How I Came Out of The Closet
After sixteen years of self-discovery and learning, after nearly dying, I started Zenpowerment. I have spent the last two years coaching executives and finishing my first book (to be released soon). The results to date that I have seen from my clients have been amazing. One key aspect that I have noticed is that it almost seems like people are looking for outside permission to be their authentic selves. If you are one of those people, here you go:
You have permission to be your authentic self!
There, now you can be who you’ve always dreamed of being.
Recently, I wrote an ebook, “A Practical Guide For The Closet Hippie” and started the Closet Hippie Club, to help others discover their authenticity and more fully empower themselves. While this applies to me coming out of the hippie closet, it also applies to whatever closet you are currently hiding in.
I thought I’d share a little of my journey in hope of inspiring you to take your own steps along your path. I’m nobody special, and yet I am. See if any of this resonates with you.
I grew up in a traditional (or not so traditional any longer) two-parent home. I had four other siblings. I was the second oldest. I was adopted as a baby, and always knew I was adopted. I was raised Mormon (Church of Jesus Christ of Latter Day Saints), where we went to church every week and lived a pretty conservative lifestyle. We were in the mid-to-lower income bracket, so we didn’t have a ton, but we never went without. We moved around a bit (at least 13 different houses before I graduated high school), so learned to quickly adjust to new environments and friends.
Growing up, I always had this feeling that I was going to die when I was 33 years old. I’m not sure why I had that feeling, but it was always there. When I was younger, the thought would show up every so often, but I didn’t think about it much.
At age 19, I served an LDS service mission for two years in Argentina. It was a great opportunity for service and growth. About a year after I returned, at age 22, I got married. Then it hit me like a ton of bricks… I only had 11 years left to live. It scared the hell out of me. I decided I was going to make it the best 11 years of my life, so I put together my bucket list…. have kids, finish college, travel the world, live in other countries, go skydiving, buy an airplane, etc.
By the time I was 33, I had accomplished all of the things on my bucket list. I had four kids, I had traveled the world and lived in Switzerland and Singapore. I had even bought my airplane.
Then, when I was 33, in the fall of 1999, I totalled a motorcycle, coming down a canyon. I thought I was a goner, but I wasn’t. I was still here.
So, I fumbled around for a couple years. I went through a deep depression, I quit a job that I had been at for over a decade. I got divorced. I started drinking. It was not pretty.
Since I no longer feared death, I decided to figure out for myself what this life really meant for me. It was like I had a second chance. I started studying science, spirituality, psychology, and anything else that called me. I even studies with Native American medicine men and Shamans in Peru. It was fascinating.

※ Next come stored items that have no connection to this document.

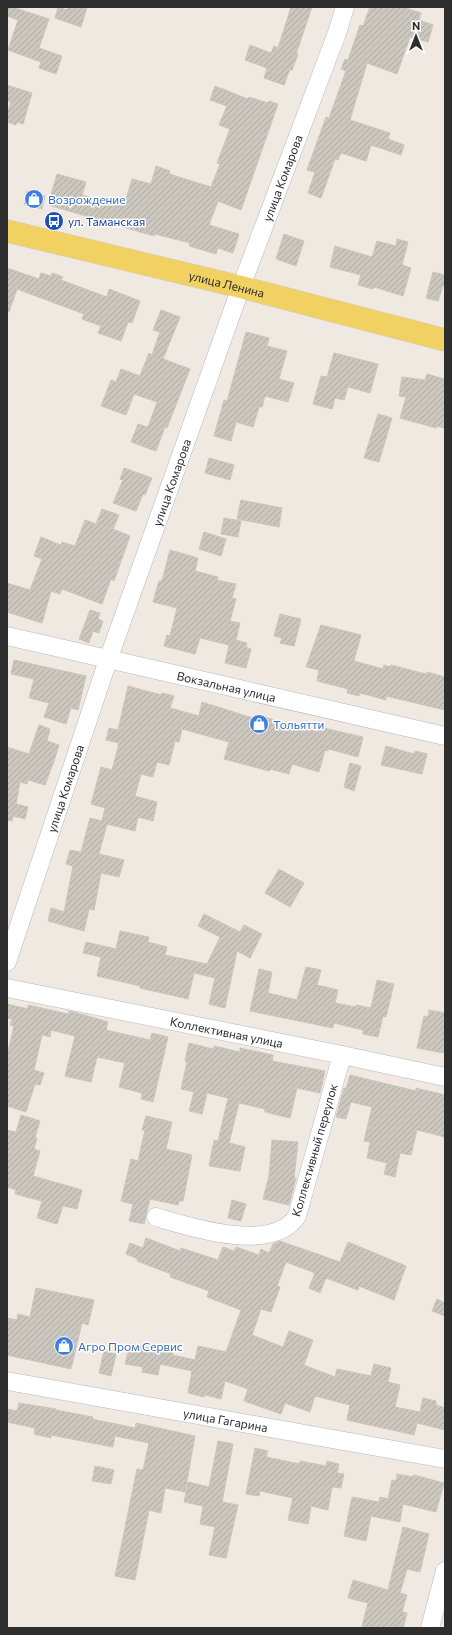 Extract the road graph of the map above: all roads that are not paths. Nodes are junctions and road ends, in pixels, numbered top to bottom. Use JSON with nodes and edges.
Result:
{"nodes":[{"id":1,"x":345,"y":7,"type":"edge"},
{"id":2,"x":7,"y":231,"type":"edge"},
{"id":3,"x":241,"y":287,"type":"junction"},
{"id":4,"x":445,"y":340,"type":"edge"},
{"id":5,"x":7,"y":636,"type":"edge"},
{"id":6,"x":108,"y":660,"type":"junction"},
{"id":7,"x":445,"y":736,"type":"edge"},
{"id":8,"x":7,"y":962,"type":"edge"},
{"id":9,"x":7,"y":988,"type":"edge"},
{"id":10,"x":342,"y":1055,"type":"junction"},
{"id":11,"x":445,"y":1077,"type":"edge"},
{"id":12,"x":156,"y":1217,"type":"dead end"},
{"id":13,"x":7,"y":1381,"type":"edge"},
{"id":14,"x":445,"y":1459,"type":"edge"},
{"id":15,"x":445,"y":1571,"type":"edge"},
{"id":16,"x":430,"y":1628,"type":"edge"}],
"edges":[{"from":1,"to":3,"type":"street","name":"улица Комарова"},
{"from":2,"to":3,"type":"main road","name":"улица Ленина"},
{"from":3,"to":4,"type":"main road","name":"улица Ленина"},
{"from":3,"to":6,"type":"street","name":"улица Комарова"},
{"from":5,"to":6,"type":"street","name":"Вокзальная улица"},
{"from":6,"to":7,"type":"street","name":"Вокзальная улица"},
{"from":6,"to":8,"type":"street","name":"улица Комарова"},
{"from":9,"to":10,"type":"street","name":"Коллективная улица"},
{"from":10,"to":11,"type":"street","name":"Коллективная улица"},
{"from":10,"to":12,"type":"street","name":"Коллективный переулок"},
{"from":13,"to":14,"type":"street","name":"улица Гагарина"},
{"from":15,"to":16,"type":"street"}]} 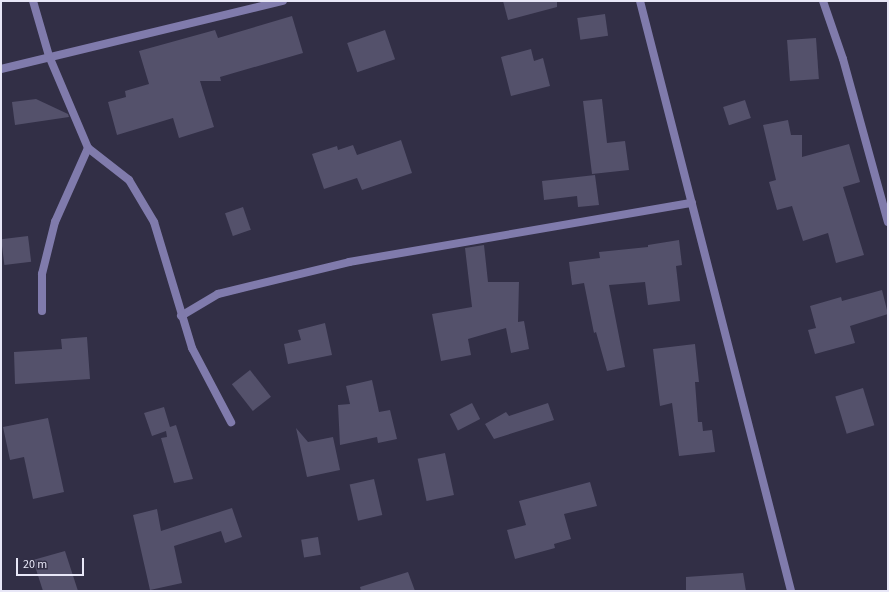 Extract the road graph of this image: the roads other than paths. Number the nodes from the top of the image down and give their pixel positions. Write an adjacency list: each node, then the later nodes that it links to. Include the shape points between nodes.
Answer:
1 (33, 1): 5 (street)
2 (283, 1): 5 (street)
3 (640, 1): 8 (street)
4 (823, 1): 9 (street)
5 (49, 56): 6 (street); 7 (street)
6 (1, 69)
7 (88, 148): 10 (street, via 55,222 42,274); 11 (street, via 129,180 154,222)
8 (692, 203): 11 (street, via 349,262 218,294); 13 (street)
9 (888, 222)
10 (42, 311)
11 (181, 316): 12 (street, via 192,348)
12 (231, 422)
13 (791, 591) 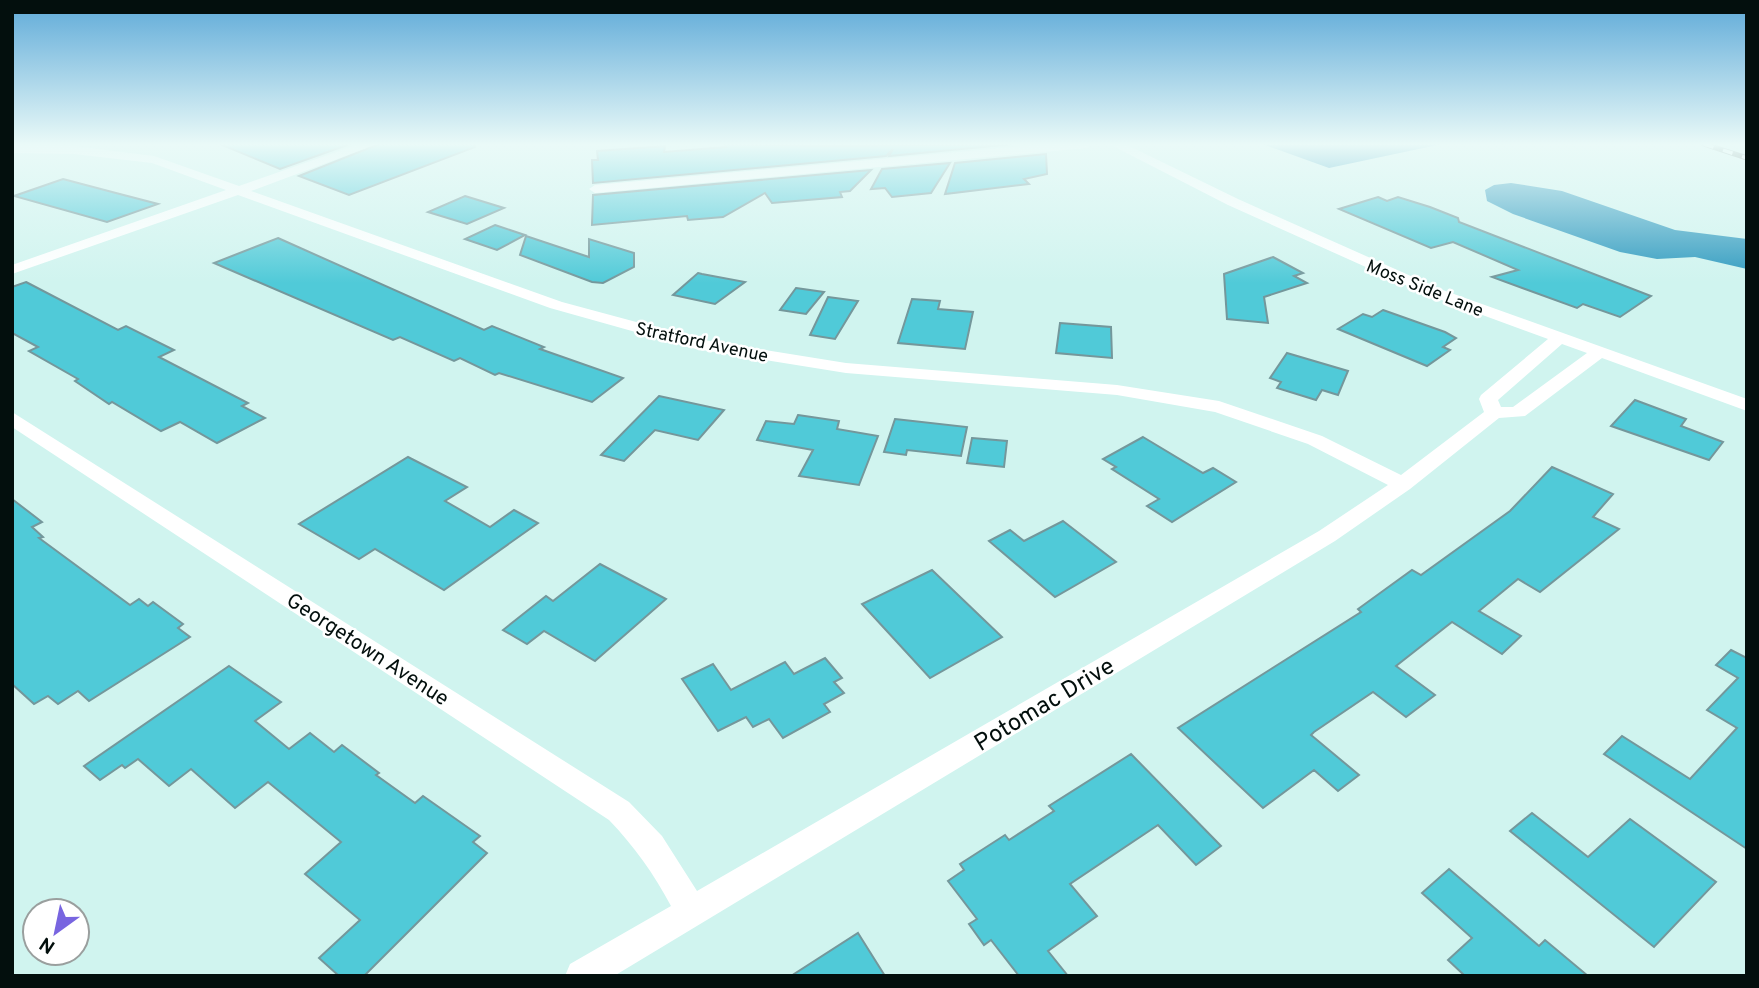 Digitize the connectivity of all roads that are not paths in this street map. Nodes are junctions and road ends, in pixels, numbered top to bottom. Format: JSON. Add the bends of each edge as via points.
{"nodes":[{"id":1,"x":241,"y":190,"type":"joint"},
{"id":2,"x":1212,"y":190,"type":"edge"},
{"id":3,"x":12,"y":270,"type":"edge"},
{"id":4,"x":1558,"y":339,"type":"junction"},
{"id":5,"x":1598,"y":353,"type":"junction"},
{"id":6,"x":1747,"y":405,"type":"edge"},
{"id":7,"x":1494,"y":413,"type":"junction"},
{"id":8,"x":12,"y":418,"type":"edge"},
{"id":9,"x":1403,"y":484,"type":"junction"},
{"id":10,"x":691,"y":912,"type":"junction"},
{"id":11,"x":582,"y":976,"type":"edge"}],
"edges":[{"from":1,"to":3,"type":"street"},
{"from":1,"to":9,"type":"street","name":"Stratford Avenue","via":[[556,305],[635,329],[702,345],[846,368],[1168,396],[1273,424]]},
{"from":2,"to":4,"type":"street","name":"Moss Side Lane","via":[[1364,262]]},
{"from":4,"to":5,"type":"street","name":"Moss Side Lane"},
{"from":4,"to":7,"type":"street","via":[[1488,399]]},
{"from":5,"to":6,"type":"street","name":"Moss Side Lane"},
{"from":5,"to":7,"type":"street","name":"Potomac Drive","via":[[1518,412]]},
{"from":7,"to":9,"type":"street","name":"Potomac Drive"},
{"from":8,"to":10,"type":"street","name":"Georgetown Avenue","via":[[619,811],[664,861]]},
{"from":9,"to":10,"type":"street","name":"Potomac Drive","via":[[1328,536]]},
{"from":10,"to":11,"type":"street","name":"Potomac Drive"}]} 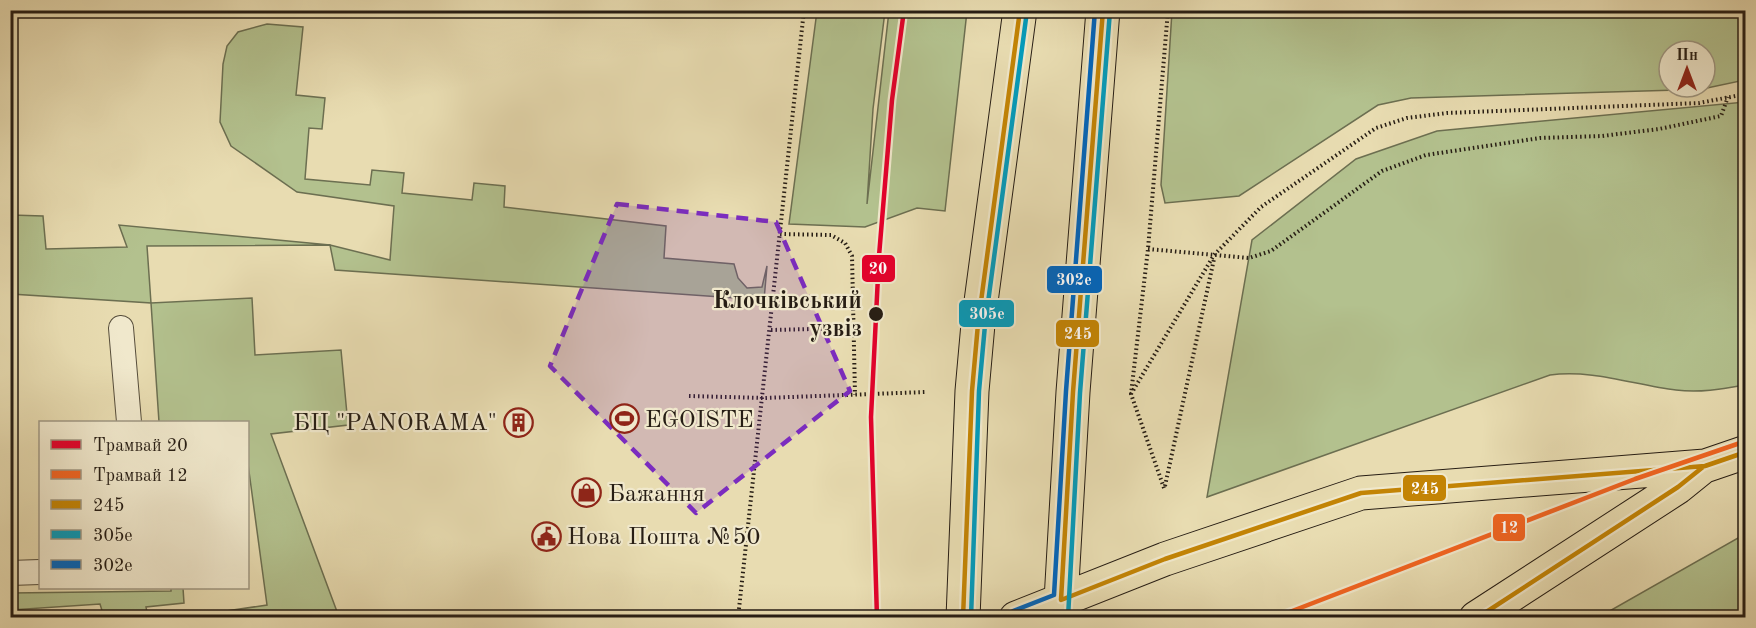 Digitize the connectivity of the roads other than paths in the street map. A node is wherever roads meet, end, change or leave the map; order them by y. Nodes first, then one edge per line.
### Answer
1 (1020, 10) edge
2 (1103, 10) edge
3 (121, 328) dead end
4 (129, 421) edge
5 (1746, 452) edge
6 (1705, 466) junction
7 (39, 572) edge
8 (10, 573) edge
9 (1060, 609) edge
10 (963, 618) edge
11 (1016, 618) edge
12 (1476, 618) edge

1 - 10 main road
2 - 9 main road
3 - 4 lane
5 - 6 main road
6 - 9 main road
6 - 12 main road
7 - 8 lane
9 - 11 main road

After about eight years of research, studying and pondering, I decided to put what I had learned into practice. I realized that I had lived a lot of my life in fear, so I chose to face them, instead of run from them. I realized I had tons of programming from my brain that didn’t serve. I realized I had a lot of attachment. There were many things that I was ready to let go of.
I slowly started changing. One of my big fears was the fear of what others think of me, so I started working on that. I decided that it was more authentic to me to grow out my hair and a beard. I also enjoyed drinking mate (a South American tea that uses a special cup and straw that looks like a bong), so I took that to work and started drinking it in my office and in some meetings. I liked walking around without shoes, so I started doing that. I even had a yoga mat and incence in my office. I felt like I had come out of the closet.
What was interesting is that all the fears that I had never came to pass. In fact, it was just the opposite. People felt at peace around me. They felt like they could tell me anything. I was warmly accepted. I even had one of the executives where I worked dress up like me for Halloween. He had thought about it for a while, because he had no facial hair, and grew it out so he could look like me.
Since that time, I decided to leave corporate world and share my Zenpowerment message with the world. I have seen it completely change the way people see themselves and the world. Manaul Maurice said it best.
“Breakthroughs happen not because of startling new facts, but because of a change in the overall way that the universe is seen. Nothing is more exciting than to see the world in a new way, because we don’t see one new thing — we see everything in a new way.”
This journey is ongoing and never ends. While I am more hippie than ever, there are still parts of me hiding away in the closet. As I stay in a space of awareness, and continue the internal journey of the soul, I’ll keep coming out, one piece at a time.